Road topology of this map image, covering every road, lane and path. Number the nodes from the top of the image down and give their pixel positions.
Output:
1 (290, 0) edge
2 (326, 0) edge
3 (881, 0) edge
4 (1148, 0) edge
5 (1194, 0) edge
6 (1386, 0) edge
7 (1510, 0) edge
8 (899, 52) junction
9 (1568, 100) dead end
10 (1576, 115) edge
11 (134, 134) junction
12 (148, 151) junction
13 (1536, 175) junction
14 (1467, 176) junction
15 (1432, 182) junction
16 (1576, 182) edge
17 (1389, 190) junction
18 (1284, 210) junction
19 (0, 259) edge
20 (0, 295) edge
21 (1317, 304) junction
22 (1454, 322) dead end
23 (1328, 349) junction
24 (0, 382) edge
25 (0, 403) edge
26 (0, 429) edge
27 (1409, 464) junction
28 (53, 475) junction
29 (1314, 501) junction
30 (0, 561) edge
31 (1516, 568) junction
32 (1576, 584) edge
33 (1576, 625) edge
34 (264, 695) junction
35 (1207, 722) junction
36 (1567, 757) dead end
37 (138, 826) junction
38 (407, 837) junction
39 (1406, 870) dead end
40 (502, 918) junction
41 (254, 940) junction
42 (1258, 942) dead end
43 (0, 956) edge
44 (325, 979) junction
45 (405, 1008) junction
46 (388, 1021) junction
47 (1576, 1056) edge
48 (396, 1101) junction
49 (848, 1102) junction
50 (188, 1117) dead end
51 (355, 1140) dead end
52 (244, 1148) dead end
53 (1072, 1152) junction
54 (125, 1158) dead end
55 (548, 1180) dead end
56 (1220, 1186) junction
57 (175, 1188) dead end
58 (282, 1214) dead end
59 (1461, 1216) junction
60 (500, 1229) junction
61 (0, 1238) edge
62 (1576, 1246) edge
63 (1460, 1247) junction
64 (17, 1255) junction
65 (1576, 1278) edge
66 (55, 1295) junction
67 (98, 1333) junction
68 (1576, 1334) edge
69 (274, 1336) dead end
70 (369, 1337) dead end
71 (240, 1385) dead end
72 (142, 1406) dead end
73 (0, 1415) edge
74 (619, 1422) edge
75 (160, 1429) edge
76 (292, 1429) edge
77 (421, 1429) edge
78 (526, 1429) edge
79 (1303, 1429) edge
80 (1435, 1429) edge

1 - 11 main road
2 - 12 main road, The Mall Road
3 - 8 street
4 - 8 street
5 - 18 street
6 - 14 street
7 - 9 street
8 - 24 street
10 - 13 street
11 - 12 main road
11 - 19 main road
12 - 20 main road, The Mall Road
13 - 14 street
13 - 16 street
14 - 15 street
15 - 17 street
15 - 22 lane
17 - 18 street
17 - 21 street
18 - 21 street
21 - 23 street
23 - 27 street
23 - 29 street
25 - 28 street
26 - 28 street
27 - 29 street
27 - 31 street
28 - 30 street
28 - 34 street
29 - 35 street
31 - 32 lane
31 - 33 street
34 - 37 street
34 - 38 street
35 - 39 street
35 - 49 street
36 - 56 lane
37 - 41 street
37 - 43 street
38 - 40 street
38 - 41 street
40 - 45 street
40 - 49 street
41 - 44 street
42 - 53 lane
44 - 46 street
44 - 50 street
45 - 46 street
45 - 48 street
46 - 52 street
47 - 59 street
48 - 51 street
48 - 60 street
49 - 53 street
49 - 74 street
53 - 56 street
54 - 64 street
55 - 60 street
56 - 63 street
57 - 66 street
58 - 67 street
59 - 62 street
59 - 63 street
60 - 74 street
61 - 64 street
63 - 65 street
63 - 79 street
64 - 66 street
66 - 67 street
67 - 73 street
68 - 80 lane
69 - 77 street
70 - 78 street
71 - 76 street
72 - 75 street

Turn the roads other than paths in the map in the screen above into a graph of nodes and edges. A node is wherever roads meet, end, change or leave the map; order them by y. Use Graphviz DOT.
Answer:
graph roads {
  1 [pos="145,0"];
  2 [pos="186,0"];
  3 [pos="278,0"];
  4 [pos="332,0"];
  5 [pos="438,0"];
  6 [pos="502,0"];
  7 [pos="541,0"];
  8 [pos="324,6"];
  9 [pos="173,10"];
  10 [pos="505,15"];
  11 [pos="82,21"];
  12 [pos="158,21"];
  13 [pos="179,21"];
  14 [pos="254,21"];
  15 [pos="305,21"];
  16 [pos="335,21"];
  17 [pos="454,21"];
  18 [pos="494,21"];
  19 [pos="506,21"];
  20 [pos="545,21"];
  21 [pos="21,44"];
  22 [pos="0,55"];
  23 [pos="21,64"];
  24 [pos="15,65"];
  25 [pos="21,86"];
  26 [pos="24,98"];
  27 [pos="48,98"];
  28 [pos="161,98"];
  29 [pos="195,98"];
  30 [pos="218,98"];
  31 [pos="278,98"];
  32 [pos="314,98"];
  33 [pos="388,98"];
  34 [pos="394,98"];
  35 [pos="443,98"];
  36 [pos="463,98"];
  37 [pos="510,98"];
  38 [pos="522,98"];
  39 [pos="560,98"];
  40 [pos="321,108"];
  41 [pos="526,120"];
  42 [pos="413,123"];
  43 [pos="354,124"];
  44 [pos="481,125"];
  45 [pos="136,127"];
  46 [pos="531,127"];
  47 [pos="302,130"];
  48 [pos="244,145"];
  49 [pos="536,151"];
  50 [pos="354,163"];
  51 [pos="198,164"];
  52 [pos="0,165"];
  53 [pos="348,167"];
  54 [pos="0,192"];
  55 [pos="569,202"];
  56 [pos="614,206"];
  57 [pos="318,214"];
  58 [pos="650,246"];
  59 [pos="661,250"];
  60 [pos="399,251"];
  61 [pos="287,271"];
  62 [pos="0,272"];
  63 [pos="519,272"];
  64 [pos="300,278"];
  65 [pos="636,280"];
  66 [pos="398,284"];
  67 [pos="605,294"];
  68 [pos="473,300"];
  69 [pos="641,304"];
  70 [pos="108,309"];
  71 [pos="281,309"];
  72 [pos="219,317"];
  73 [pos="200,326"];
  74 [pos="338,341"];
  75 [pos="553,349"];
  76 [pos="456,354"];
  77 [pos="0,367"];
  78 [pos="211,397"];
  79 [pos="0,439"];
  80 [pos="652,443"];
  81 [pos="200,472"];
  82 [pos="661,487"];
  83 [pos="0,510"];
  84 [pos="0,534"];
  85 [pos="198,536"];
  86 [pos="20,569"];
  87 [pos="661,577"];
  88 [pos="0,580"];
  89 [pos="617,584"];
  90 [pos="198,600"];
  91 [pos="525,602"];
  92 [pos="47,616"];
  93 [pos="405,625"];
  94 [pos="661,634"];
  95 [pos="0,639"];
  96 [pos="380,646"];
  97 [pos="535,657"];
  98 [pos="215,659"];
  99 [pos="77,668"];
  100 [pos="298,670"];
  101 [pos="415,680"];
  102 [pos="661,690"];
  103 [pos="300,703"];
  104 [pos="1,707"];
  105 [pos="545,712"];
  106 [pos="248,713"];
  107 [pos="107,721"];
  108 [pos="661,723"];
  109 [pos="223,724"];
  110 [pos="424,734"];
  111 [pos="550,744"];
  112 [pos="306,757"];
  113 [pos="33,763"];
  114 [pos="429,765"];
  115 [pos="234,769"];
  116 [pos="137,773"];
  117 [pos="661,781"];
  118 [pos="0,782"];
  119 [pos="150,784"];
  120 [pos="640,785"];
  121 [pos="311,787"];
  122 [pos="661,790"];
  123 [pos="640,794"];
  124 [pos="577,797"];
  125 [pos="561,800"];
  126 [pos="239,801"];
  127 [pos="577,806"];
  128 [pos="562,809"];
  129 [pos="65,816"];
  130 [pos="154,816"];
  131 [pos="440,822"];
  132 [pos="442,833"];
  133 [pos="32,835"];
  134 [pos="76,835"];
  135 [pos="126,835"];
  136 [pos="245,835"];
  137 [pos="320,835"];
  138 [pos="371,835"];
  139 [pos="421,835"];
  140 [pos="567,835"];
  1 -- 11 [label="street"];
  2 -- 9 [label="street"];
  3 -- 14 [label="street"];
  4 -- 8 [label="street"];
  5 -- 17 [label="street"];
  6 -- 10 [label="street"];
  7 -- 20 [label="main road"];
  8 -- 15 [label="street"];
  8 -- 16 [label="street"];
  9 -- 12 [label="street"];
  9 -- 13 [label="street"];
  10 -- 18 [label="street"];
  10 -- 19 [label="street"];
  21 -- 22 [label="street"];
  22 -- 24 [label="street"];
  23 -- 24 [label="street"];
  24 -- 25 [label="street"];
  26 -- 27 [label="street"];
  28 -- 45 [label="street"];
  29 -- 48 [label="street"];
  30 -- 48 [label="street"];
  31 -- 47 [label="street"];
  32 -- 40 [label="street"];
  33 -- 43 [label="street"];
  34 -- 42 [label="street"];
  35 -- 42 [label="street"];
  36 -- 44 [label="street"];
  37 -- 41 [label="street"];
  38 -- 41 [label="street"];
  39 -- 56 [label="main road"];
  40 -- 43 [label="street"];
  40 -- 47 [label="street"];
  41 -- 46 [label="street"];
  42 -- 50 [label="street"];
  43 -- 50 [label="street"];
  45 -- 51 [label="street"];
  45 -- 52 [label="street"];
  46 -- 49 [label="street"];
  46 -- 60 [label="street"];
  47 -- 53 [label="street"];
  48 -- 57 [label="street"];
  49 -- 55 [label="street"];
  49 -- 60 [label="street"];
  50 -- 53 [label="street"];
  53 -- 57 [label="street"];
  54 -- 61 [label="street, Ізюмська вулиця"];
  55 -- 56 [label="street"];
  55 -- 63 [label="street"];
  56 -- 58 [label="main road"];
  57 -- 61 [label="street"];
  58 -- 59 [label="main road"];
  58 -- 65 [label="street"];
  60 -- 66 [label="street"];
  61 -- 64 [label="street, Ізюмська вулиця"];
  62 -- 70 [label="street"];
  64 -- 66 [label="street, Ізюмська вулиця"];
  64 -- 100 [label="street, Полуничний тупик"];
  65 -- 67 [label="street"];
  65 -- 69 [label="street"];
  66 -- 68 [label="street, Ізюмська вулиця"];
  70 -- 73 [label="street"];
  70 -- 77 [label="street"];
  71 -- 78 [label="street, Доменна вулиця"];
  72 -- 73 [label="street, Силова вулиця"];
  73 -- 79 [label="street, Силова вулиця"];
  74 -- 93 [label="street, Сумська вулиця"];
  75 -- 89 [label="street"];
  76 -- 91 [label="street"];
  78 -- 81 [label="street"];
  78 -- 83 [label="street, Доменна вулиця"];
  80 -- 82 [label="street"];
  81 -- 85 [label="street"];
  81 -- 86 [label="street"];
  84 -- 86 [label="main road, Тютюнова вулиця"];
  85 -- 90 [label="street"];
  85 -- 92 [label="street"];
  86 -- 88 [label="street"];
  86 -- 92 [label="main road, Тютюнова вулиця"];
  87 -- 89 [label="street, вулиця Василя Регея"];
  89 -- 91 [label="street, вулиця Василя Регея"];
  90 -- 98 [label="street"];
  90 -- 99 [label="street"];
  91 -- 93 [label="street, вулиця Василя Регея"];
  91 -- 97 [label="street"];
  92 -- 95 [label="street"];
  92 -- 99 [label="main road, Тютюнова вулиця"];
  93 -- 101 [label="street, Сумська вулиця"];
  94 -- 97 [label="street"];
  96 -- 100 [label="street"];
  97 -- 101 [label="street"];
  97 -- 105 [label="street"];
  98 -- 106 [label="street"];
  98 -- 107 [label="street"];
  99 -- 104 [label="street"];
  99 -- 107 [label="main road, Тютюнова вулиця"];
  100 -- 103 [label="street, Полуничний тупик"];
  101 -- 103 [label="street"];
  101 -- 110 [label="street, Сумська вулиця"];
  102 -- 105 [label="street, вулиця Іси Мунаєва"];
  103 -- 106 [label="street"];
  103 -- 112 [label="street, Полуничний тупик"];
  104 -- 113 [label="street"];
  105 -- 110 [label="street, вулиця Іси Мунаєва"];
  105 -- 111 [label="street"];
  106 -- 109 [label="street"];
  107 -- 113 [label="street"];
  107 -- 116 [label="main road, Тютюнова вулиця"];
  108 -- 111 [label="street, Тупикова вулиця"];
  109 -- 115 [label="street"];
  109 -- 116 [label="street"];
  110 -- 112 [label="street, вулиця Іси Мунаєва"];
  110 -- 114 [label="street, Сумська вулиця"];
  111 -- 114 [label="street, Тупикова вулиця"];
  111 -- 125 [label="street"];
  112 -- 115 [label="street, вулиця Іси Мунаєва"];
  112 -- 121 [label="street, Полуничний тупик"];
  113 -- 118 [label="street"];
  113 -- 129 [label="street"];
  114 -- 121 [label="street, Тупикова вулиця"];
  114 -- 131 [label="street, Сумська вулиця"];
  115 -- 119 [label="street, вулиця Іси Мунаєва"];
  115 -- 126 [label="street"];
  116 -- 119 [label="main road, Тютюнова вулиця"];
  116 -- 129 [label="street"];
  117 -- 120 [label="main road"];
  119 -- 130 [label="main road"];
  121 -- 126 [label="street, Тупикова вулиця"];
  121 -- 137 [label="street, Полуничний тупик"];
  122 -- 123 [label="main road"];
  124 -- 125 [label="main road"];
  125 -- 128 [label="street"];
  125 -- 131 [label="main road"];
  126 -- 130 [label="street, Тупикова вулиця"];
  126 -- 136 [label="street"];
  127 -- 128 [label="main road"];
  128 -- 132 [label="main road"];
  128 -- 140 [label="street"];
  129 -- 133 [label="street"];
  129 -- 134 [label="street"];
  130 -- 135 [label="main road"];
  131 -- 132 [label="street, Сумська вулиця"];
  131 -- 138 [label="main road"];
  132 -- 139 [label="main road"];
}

◇ ◇ ◇ ◇ ◇ ◇ ◇

— Assigned task —
Lines containing the word "lane" must all be returned from the material above.

— Solution to the problem —
Road topology of this map image, covering every road, lane and path. Number the nodes from the top of the image down and give their pixel positions.
15 - 22 lane
31 - 32 lane
36 - 56 lane
42 - 53 lane
68 - 80 lane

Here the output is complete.